------ AVAILABLE DATA

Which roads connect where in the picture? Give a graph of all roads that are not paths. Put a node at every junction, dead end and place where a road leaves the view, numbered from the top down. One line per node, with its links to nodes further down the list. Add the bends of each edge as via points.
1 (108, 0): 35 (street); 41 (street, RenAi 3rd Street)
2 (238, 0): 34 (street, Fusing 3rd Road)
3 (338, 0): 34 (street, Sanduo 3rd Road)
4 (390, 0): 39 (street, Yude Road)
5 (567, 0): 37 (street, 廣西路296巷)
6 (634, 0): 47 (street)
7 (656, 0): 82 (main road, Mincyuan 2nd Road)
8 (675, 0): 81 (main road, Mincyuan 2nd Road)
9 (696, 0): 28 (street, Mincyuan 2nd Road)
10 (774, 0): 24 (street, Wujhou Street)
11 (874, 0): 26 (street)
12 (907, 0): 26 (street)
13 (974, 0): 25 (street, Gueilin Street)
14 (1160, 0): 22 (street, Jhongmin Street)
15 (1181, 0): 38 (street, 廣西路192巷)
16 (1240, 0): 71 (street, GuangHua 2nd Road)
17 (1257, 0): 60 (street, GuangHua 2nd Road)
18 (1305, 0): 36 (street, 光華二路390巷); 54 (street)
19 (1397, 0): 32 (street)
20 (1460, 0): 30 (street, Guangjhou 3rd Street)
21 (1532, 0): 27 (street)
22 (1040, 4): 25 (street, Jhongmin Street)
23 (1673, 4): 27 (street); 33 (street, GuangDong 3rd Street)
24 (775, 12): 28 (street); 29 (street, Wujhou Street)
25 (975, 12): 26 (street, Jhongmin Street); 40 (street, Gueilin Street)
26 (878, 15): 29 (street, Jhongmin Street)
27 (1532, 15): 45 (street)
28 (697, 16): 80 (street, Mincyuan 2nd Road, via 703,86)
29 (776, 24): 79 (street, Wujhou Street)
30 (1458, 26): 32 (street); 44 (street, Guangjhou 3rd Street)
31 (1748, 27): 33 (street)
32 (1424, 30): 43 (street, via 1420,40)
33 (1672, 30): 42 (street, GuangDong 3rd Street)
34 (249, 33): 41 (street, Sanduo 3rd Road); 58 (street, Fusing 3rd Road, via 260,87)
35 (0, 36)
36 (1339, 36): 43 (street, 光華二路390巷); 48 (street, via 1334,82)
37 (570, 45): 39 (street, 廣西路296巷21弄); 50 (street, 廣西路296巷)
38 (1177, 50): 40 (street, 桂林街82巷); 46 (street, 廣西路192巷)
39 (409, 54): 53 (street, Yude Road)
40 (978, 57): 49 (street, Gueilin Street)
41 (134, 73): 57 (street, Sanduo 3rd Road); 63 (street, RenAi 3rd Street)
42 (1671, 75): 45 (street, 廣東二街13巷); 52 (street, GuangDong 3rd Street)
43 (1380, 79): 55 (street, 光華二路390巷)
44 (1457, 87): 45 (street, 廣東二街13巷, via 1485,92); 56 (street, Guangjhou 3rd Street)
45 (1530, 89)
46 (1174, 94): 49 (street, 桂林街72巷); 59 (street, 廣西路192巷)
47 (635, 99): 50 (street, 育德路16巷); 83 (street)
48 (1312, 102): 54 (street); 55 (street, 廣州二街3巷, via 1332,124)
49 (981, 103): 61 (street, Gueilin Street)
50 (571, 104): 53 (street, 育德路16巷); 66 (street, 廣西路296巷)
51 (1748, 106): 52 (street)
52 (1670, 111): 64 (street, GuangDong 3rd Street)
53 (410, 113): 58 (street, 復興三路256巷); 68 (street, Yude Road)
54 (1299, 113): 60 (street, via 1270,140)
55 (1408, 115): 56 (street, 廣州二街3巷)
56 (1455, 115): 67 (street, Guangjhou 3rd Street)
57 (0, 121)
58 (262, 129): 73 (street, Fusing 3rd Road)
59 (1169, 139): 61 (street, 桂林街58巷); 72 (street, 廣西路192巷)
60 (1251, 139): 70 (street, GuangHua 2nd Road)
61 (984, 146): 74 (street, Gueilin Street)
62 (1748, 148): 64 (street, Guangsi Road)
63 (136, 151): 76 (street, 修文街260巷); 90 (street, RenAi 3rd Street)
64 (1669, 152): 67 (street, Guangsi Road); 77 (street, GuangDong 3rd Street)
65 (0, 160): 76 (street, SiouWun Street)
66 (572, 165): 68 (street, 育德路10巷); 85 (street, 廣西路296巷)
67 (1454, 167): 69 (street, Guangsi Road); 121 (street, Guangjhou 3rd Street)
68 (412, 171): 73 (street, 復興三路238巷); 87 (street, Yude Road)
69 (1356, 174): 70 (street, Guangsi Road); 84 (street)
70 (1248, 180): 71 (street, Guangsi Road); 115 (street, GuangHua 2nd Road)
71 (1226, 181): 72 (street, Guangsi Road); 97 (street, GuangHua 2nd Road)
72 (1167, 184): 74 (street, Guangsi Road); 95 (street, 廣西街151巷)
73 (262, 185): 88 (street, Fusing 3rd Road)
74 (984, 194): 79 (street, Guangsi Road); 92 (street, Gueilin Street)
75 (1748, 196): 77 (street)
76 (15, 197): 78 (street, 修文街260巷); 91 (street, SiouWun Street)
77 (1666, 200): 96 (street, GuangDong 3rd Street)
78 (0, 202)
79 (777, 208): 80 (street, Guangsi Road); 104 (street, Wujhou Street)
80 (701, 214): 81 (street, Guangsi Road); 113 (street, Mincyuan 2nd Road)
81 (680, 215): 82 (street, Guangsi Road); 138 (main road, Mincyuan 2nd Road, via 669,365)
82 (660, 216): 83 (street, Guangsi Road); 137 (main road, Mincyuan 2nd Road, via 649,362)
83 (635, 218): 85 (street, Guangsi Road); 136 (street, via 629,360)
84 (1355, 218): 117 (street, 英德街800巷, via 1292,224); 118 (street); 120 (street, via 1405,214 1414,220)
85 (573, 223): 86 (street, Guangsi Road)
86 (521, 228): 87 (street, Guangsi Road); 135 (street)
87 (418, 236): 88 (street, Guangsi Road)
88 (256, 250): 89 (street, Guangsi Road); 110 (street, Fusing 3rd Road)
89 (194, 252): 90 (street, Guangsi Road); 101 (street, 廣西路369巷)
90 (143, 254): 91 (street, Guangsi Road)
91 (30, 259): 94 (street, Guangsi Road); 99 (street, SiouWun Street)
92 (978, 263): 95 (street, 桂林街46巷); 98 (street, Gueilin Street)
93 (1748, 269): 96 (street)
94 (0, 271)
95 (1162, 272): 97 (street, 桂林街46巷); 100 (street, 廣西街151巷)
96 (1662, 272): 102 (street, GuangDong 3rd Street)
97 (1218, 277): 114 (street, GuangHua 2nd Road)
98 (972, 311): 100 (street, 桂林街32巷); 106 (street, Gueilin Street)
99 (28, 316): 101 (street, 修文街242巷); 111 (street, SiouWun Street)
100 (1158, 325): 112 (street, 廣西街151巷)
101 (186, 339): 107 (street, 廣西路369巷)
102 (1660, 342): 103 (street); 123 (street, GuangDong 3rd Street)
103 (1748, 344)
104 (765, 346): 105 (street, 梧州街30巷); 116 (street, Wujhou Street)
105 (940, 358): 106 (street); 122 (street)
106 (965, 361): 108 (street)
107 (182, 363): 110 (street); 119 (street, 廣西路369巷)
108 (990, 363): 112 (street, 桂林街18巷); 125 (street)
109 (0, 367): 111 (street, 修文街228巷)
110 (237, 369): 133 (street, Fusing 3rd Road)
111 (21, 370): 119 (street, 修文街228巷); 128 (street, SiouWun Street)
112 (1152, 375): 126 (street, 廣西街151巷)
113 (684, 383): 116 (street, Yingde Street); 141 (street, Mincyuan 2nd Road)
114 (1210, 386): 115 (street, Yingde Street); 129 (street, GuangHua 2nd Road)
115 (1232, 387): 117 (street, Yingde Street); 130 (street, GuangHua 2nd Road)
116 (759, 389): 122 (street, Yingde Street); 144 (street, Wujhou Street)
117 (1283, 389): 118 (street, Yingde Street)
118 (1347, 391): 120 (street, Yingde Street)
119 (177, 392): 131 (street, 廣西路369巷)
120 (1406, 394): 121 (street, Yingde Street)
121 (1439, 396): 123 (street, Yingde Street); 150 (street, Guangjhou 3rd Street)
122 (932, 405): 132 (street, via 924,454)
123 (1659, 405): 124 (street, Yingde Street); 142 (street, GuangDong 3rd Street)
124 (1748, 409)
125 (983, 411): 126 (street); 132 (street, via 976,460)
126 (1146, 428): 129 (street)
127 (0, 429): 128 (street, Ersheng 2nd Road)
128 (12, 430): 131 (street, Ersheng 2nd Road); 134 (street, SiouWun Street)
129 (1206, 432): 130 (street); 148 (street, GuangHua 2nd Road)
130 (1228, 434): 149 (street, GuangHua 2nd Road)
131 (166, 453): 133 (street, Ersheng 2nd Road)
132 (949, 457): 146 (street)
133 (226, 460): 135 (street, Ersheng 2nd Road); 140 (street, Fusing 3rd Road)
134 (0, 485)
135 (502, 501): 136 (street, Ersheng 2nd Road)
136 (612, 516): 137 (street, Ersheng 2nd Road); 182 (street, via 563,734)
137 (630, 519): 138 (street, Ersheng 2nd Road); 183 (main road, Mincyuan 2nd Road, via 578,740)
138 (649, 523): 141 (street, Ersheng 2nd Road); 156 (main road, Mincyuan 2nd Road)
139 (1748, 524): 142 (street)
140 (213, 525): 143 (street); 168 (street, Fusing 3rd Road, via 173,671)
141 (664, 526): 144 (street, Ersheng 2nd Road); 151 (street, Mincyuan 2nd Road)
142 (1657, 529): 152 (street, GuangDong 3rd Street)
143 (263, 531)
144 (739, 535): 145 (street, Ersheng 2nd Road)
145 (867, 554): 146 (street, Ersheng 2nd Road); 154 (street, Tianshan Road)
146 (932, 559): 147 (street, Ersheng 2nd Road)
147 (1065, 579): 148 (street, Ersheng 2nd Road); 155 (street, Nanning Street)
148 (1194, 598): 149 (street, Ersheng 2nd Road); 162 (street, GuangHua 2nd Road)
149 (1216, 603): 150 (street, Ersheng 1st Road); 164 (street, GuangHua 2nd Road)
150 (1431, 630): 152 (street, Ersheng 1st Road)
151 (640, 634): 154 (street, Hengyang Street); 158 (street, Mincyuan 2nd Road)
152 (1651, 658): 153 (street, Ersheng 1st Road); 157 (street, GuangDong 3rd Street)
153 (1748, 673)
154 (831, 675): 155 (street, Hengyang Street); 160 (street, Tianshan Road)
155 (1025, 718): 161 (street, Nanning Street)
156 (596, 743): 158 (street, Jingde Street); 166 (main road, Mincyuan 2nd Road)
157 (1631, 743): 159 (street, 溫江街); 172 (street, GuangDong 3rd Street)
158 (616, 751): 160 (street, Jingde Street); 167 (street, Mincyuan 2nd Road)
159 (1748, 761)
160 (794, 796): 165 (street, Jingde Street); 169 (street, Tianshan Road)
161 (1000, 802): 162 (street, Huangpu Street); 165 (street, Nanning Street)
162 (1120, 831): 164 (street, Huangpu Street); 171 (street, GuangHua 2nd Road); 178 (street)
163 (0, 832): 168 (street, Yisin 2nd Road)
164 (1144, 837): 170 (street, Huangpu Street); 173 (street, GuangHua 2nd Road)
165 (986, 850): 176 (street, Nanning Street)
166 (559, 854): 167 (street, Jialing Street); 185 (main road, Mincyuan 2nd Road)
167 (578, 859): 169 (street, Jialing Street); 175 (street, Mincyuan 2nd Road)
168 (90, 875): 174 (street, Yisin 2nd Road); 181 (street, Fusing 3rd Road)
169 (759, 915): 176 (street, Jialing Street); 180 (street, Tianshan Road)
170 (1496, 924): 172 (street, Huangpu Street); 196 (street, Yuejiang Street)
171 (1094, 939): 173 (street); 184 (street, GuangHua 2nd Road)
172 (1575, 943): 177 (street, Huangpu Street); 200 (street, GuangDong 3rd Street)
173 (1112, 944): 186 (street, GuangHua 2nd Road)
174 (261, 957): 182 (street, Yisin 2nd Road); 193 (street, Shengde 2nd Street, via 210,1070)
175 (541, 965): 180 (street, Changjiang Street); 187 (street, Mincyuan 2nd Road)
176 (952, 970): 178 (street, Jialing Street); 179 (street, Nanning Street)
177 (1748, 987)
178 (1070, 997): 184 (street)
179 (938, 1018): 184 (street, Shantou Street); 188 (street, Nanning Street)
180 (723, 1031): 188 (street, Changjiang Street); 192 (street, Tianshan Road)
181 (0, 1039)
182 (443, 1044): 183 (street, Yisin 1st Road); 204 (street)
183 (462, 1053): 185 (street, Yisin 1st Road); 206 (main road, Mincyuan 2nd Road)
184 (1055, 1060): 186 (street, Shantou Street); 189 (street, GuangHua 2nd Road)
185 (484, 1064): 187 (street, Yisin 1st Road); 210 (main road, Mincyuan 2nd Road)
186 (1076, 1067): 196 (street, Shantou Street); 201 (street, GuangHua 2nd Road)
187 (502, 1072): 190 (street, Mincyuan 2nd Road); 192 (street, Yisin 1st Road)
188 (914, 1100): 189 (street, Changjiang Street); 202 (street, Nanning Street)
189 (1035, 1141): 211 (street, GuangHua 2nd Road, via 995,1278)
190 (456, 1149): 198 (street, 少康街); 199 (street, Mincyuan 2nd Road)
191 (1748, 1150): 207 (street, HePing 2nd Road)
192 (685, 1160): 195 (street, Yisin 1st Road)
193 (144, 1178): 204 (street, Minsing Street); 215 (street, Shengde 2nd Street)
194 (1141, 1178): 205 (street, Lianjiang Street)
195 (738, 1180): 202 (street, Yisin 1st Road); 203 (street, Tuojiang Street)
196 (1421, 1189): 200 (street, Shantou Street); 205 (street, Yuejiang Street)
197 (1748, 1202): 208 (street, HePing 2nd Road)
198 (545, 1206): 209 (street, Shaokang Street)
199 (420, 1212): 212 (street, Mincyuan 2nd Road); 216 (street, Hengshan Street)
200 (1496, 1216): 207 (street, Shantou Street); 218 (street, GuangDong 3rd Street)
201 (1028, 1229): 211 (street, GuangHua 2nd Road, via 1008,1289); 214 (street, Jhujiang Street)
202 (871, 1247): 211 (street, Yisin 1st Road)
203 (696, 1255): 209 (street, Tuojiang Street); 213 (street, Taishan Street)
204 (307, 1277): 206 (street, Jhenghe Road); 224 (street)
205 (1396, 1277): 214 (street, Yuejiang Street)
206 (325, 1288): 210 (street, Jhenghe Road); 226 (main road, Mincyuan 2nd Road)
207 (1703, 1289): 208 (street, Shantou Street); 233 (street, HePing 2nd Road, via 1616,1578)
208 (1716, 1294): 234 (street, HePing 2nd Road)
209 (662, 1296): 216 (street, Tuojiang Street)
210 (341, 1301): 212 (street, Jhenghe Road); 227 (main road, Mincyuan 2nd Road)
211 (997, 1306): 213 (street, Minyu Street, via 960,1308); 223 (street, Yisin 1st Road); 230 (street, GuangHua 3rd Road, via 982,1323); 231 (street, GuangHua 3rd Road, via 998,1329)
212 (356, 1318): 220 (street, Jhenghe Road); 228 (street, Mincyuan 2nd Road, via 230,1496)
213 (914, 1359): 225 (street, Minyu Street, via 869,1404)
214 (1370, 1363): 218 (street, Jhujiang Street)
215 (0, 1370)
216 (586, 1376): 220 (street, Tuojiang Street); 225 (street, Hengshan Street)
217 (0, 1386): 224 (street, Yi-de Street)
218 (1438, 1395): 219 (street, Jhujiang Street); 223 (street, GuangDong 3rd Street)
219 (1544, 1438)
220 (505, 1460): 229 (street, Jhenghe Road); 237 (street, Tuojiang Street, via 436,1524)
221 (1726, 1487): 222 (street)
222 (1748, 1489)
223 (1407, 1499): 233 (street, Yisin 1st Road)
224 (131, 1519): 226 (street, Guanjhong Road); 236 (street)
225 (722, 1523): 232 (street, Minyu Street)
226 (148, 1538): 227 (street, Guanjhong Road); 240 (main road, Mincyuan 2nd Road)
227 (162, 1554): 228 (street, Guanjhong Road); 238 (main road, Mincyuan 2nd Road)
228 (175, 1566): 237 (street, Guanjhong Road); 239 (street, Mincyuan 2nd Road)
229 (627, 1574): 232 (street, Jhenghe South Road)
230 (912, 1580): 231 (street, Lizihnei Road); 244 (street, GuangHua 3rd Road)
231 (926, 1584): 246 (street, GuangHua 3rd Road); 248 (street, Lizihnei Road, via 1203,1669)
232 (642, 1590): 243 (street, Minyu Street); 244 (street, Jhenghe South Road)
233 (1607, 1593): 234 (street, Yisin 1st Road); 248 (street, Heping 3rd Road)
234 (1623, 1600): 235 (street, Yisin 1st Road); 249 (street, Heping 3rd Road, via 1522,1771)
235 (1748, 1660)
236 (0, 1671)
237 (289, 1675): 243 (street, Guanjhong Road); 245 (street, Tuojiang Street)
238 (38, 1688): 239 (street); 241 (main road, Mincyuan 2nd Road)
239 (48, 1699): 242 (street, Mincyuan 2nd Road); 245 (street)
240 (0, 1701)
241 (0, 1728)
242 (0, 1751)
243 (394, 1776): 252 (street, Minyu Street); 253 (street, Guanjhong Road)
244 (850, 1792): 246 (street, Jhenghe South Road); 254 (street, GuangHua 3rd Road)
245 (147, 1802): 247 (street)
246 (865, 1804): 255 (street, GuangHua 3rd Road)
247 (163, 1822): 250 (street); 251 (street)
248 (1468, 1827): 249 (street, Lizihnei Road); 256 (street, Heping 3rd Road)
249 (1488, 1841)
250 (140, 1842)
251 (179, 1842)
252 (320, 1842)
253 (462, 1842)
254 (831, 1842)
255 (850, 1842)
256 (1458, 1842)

------------

__INSTRUCTIONS FOR THE TASK__. Copy each line of the records containing the string "Changjiang".

__SOLUTION TO THE EXERCISE__.
175 (541, 965): 180 (street, Changjiang Street); 187 (street, Mincyuan 2nd Road)
180 (723, 1031): 188 (street, Changjiang Street); 192 (street, Tianshan Road)
188 (914, 1100): 189 (street, Changjiang Street); 202 (street, Nanning Street)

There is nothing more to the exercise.